What the task asks: The answer should be one number: the count of lines in the listing below with "Carbeile" in them.

Record extracts:
━━━━━━━━━━

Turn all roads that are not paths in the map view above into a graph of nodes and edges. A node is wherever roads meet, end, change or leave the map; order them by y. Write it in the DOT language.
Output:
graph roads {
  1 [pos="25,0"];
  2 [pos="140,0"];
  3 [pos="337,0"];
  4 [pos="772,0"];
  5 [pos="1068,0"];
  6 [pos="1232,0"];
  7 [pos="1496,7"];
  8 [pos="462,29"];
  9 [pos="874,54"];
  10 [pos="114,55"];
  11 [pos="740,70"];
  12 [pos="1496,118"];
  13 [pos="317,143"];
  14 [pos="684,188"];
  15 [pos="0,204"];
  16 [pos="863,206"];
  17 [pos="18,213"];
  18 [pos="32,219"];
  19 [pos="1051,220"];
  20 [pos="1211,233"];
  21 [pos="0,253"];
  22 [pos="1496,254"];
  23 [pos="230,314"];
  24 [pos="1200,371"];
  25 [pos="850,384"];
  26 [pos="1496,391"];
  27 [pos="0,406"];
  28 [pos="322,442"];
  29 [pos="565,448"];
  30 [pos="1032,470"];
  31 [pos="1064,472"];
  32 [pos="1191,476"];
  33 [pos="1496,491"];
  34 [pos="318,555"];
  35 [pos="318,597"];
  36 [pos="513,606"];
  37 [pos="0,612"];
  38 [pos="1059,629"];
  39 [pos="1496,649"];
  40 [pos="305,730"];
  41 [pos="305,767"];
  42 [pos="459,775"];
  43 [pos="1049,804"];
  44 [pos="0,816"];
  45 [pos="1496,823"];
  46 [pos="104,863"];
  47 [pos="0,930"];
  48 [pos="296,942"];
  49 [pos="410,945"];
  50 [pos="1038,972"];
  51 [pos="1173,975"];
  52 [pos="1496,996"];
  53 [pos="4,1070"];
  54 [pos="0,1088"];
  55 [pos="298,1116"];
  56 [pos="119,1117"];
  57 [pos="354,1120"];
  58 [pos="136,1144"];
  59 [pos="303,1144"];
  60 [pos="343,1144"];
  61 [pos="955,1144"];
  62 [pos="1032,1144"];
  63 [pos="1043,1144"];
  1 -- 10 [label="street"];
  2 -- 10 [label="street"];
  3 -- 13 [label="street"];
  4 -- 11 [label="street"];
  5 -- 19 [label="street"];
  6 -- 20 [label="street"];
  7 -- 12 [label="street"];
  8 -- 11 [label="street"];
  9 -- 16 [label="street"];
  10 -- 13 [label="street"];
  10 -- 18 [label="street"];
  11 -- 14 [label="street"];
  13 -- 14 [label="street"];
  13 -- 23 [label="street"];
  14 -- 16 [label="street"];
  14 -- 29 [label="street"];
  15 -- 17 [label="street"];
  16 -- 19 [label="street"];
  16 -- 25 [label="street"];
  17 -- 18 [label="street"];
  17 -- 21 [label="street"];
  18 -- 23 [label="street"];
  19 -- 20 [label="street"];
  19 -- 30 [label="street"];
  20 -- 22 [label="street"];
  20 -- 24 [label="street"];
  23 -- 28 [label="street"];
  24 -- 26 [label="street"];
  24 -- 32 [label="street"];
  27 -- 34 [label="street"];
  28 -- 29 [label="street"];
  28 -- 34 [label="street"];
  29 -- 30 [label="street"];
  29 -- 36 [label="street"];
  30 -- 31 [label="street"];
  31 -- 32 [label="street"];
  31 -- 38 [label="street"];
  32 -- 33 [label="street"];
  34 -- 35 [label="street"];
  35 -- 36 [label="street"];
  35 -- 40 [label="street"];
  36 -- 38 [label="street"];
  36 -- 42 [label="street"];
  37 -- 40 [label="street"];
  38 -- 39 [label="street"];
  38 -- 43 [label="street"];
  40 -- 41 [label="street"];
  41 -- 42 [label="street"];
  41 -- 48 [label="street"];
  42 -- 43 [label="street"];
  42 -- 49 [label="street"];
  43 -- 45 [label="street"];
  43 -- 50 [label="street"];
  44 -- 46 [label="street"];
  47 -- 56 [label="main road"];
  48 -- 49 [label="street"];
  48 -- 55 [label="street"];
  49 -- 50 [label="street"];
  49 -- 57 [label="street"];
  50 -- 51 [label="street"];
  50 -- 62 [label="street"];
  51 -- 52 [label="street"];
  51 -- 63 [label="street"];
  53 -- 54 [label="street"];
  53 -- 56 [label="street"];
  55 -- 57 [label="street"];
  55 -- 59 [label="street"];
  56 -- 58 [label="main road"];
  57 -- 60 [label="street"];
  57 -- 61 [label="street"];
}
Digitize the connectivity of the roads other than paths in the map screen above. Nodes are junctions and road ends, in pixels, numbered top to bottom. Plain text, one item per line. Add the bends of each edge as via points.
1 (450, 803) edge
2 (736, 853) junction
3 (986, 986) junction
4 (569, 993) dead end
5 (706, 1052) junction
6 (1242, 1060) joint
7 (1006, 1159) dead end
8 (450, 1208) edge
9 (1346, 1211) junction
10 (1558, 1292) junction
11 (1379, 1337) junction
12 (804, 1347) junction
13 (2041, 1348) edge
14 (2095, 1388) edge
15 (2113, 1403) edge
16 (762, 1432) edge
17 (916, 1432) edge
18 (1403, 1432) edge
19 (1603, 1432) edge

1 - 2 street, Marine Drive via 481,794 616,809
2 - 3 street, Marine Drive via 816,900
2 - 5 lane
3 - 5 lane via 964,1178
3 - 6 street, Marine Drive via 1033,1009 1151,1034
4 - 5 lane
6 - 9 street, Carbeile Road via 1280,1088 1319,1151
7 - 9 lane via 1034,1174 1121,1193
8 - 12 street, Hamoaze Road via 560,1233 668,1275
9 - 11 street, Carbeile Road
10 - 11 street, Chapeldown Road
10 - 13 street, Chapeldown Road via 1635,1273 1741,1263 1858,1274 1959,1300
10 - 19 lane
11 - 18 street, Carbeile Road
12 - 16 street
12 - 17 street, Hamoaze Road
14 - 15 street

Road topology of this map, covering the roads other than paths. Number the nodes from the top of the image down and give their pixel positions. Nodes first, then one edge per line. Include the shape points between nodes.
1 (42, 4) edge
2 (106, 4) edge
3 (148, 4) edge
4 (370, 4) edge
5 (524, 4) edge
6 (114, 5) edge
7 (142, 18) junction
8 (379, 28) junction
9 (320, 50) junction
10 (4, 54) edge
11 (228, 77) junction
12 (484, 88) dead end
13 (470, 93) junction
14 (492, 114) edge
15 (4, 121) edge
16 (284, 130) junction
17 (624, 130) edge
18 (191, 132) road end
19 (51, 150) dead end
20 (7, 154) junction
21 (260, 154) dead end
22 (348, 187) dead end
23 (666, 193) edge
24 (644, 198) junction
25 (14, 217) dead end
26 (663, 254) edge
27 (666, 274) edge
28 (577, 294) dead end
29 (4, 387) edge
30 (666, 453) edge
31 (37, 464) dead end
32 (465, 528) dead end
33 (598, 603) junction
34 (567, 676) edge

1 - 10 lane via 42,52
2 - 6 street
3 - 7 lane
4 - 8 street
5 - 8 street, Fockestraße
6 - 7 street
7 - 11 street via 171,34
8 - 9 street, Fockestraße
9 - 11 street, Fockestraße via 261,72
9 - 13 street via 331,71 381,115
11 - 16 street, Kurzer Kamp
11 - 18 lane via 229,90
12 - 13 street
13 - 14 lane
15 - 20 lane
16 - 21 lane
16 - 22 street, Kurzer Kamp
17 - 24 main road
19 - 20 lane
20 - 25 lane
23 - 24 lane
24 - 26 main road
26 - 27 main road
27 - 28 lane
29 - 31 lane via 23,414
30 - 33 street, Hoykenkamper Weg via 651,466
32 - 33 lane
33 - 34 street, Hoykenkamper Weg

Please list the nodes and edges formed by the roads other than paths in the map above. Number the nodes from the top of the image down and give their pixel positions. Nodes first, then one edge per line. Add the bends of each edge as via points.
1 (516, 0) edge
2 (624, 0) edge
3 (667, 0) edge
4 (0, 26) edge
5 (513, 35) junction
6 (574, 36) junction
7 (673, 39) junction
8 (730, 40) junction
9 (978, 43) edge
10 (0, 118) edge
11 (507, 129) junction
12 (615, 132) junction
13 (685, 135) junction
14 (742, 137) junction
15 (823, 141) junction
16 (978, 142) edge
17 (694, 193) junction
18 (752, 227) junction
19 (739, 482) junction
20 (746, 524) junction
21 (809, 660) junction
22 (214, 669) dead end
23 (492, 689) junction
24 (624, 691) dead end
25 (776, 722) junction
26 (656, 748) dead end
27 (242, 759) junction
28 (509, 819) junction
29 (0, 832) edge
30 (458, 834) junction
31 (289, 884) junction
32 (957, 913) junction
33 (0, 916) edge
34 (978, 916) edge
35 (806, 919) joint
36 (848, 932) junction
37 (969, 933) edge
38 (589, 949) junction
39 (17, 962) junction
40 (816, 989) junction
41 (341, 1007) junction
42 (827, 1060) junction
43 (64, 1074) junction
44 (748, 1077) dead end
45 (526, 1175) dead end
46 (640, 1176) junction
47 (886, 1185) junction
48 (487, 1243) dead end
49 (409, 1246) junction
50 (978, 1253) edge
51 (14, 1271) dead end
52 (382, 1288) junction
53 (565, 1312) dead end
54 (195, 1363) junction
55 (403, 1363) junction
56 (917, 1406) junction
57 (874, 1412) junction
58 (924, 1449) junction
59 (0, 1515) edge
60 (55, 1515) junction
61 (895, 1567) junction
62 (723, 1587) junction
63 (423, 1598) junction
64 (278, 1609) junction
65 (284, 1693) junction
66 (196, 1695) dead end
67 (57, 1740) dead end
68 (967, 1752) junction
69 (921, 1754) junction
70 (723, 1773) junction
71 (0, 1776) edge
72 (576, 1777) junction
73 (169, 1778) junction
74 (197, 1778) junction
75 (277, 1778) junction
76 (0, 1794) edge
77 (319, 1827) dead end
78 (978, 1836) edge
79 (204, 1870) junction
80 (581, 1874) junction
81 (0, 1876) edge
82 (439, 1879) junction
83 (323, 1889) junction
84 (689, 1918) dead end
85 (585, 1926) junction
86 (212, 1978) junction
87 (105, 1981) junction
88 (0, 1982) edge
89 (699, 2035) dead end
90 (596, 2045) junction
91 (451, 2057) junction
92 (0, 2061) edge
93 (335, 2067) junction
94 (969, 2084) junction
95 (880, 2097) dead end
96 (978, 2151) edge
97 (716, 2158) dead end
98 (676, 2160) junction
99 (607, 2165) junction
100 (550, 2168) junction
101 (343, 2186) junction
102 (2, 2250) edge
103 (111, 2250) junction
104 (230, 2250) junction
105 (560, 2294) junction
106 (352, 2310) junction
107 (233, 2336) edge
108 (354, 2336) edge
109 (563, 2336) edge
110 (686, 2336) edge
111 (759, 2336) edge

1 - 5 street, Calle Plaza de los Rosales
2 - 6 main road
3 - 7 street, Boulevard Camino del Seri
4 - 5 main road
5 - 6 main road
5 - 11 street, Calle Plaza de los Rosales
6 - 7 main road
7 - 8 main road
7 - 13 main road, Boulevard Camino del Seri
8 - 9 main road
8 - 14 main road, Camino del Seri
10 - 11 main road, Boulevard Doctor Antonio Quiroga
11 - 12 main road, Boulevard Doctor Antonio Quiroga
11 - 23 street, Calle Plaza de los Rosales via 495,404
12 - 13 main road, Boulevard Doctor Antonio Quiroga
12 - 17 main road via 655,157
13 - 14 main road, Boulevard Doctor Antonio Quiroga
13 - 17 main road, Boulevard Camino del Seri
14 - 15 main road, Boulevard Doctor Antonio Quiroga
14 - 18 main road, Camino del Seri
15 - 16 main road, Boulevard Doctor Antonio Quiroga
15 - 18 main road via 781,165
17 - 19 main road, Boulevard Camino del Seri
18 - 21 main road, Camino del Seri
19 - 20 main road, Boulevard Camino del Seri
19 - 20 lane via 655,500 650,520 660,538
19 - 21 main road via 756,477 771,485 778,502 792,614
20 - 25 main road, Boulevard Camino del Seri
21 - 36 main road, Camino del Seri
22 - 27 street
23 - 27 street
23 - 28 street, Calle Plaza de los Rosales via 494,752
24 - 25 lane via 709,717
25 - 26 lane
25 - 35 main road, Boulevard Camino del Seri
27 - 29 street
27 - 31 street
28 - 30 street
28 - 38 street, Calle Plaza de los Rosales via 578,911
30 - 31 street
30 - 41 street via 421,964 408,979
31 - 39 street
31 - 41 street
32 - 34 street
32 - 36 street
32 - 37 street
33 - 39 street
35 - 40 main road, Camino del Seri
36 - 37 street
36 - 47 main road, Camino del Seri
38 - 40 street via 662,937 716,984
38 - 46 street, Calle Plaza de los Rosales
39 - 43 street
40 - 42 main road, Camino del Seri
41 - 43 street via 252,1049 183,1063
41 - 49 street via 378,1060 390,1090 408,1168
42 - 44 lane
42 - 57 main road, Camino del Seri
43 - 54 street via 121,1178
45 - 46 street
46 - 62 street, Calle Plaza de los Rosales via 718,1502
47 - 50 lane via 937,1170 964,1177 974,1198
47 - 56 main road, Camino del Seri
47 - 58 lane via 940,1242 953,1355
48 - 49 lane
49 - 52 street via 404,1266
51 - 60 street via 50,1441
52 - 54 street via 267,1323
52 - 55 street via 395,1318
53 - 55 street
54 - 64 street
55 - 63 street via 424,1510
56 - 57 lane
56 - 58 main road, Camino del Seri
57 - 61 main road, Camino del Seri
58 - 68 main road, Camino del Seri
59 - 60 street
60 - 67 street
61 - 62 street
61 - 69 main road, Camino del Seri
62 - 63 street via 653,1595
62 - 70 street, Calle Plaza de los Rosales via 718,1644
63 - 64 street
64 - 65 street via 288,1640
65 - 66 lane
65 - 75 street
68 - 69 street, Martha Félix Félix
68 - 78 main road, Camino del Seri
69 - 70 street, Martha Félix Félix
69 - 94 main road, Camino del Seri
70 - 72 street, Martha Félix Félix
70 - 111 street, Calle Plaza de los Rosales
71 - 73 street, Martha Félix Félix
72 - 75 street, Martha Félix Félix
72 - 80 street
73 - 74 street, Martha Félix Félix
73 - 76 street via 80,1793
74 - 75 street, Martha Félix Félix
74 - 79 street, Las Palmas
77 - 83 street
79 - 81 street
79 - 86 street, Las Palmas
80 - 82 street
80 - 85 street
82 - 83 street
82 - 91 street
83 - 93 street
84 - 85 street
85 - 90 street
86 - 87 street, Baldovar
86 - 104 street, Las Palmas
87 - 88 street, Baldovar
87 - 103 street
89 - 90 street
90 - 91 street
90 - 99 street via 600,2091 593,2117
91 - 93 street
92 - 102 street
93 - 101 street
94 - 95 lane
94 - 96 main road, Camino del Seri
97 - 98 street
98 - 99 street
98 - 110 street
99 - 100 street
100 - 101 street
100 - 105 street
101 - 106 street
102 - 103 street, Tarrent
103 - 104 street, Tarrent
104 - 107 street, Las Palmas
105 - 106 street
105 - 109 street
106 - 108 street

━━━━━━━━━━

Answer space: 3